**Work task:** How many lines in the material below contain the word "Right"? Answer with the number alone.

**Source material:**
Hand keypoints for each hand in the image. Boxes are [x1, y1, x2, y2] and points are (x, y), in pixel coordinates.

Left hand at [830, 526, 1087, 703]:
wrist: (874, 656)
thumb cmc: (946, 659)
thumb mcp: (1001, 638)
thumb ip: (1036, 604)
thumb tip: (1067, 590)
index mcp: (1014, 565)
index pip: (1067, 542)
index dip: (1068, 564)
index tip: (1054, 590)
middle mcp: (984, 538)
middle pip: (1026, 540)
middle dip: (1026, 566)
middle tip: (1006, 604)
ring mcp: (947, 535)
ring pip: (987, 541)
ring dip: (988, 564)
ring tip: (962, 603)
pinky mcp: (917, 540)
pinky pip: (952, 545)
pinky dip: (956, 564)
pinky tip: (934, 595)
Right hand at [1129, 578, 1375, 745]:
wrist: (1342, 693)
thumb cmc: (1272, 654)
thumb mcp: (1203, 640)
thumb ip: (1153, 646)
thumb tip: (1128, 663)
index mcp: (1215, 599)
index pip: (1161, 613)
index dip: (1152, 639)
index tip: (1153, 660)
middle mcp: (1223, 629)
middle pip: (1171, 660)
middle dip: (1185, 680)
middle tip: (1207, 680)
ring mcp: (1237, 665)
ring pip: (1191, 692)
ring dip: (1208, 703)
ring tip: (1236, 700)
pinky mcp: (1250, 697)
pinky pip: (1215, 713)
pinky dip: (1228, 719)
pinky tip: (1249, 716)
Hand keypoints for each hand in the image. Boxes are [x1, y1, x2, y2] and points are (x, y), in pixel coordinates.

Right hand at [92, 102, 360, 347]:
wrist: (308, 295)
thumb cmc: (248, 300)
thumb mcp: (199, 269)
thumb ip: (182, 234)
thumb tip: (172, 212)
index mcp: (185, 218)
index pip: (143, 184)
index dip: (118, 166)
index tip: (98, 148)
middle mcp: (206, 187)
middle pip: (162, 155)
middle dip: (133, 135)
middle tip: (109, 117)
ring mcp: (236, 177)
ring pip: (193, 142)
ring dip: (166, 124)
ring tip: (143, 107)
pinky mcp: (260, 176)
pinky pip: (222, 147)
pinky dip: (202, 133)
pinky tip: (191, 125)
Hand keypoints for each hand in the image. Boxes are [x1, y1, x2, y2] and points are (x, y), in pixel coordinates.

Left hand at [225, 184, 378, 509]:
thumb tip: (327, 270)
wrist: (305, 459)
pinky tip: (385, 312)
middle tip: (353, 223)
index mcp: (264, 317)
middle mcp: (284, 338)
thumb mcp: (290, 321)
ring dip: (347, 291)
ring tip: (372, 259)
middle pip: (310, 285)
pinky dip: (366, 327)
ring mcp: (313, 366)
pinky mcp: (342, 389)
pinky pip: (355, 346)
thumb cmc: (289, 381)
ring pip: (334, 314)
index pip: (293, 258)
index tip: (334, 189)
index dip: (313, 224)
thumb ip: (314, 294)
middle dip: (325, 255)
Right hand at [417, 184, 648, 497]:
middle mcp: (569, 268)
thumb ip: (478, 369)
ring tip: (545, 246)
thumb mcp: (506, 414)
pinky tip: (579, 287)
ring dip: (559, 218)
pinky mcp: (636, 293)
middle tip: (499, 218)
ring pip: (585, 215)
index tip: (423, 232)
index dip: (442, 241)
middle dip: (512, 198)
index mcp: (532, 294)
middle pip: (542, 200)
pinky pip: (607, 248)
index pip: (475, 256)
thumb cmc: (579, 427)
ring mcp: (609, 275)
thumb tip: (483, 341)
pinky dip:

**Result of the exercise:** 3